TASK STATEMENT
What is the number of lines in these entries that contain "DRIVE"? State it alone.

[[ RECORDS TO PROCESS, beginning ]]

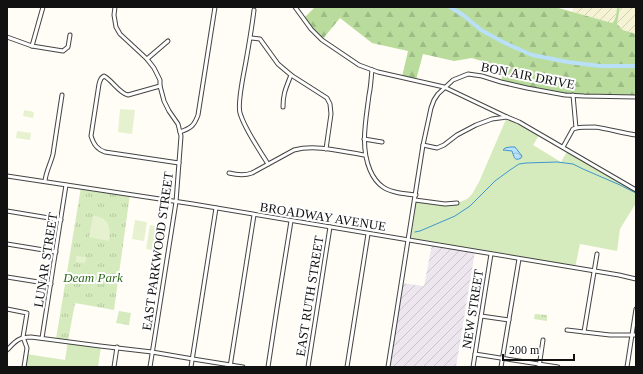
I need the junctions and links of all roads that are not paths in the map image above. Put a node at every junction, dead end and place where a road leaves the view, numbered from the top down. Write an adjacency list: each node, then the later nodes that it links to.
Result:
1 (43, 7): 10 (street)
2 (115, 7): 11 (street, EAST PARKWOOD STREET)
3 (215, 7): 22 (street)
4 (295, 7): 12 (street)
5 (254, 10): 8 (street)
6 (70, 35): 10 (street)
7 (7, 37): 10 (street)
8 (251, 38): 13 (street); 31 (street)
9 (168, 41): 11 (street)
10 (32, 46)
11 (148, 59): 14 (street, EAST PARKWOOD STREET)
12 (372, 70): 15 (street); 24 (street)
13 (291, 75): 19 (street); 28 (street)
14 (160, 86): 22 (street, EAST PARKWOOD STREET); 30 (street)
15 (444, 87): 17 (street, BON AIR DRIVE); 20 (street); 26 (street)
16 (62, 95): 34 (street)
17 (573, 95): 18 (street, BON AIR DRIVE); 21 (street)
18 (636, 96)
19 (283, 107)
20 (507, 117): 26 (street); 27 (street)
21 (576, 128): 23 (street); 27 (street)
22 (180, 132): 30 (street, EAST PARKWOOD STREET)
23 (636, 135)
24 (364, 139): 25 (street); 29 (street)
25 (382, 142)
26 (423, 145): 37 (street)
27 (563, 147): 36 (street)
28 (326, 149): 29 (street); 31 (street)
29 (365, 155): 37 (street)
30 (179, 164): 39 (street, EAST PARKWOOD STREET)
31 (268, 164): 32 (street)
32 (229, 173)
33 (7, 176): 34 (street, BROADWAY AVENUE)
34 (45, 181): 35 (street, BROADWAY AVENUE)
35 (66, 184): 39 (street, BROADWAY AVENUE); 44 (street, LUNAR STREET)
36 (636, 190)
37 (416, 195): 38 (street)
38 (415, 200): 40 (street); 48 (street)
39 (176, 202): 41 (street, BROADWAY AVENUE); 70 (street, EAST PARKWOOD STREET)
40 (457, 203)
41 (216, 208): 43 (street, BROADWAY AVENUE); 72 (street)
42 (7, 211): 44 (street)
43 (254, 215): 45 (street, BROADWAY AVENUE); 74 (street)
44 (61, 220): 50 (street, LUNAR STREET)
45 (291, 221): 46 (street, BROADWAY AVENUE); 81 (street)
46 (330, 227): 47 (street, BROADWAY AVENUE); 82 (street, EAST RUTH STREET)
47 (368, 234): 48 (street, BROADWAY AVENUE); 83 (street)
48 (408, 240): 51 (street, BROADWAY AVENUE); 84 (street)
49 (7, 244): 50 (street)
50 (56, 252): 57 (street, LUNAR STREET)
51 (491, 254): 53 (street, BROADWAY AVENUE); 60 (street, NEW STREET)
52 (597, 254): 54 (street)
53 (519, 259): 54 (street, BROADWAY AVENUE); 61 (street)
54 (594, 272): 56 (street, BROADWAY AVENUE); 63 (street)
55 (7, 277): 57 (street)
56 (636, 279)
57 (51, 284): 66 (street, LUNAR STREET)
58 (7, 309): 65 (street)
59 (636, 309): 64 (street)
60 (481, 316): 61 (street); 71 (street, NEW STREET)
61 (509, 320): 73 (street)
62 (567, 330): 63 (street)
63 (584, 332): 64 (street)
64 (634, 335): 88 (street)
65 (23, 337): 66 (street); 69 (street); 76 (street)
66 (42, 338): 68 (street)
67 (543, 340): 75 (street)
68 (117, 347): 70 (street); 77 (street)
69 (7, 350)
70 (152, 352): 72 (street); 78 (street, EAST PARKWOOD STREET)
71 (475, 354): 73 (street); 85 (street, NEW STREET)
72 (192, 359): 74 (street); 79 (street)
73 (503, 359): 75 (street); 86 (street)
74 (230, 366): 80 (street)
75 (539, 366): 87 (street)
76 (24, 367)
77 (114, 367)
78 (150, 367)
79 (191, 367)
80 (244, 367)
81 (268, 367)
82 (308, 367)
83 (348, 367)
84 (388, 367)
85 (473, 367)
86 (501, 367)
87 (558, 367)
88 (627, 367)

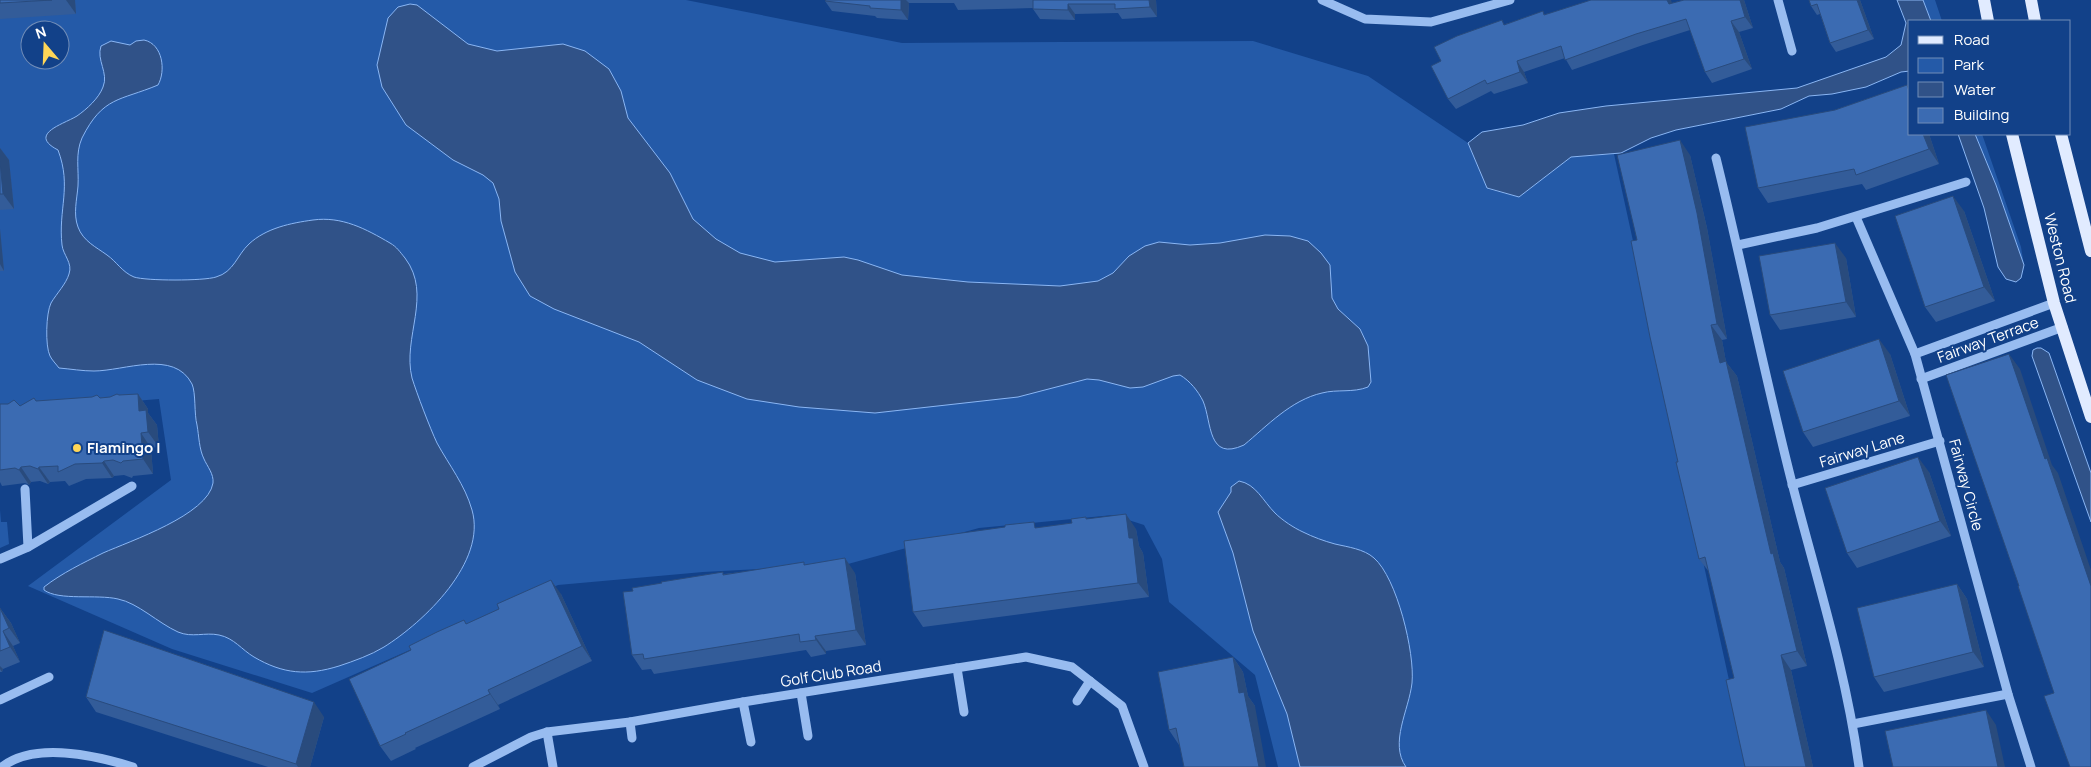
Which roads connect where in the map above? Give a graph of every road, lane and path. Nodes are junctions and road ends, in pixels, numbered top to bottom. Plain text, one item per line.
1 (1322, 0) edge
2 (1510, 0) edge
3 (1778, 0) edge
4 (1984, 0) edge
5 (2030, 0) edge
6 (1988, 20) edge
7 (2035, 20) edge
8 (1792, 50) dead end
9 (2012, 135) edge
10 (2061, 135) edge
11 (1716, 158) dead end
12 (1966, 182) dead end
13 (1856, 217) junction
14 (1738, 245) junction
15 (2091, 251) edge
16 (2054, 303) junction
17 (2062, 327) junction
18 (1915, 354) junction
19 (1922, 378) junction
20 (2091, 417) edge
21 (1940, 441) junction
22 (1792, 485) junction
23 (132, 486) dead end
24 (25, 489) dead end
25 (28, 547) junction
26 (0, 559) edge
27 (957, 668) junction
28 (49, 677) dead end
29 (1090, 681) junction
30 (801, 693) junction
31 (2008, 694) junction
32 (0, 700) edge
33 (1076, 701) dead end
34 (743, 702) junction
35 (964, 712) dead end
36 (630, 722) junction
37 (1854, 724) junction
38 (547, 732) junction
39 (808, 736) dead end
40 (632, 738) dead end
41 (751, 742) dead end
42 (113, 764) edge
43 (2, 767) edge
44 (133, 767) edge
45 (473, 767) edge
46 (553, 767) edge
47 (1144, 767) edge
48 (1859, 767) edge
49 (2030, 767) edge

[[ RECORDS TO PROCESS, end ]]

REPLY TO THE EXERCISE
2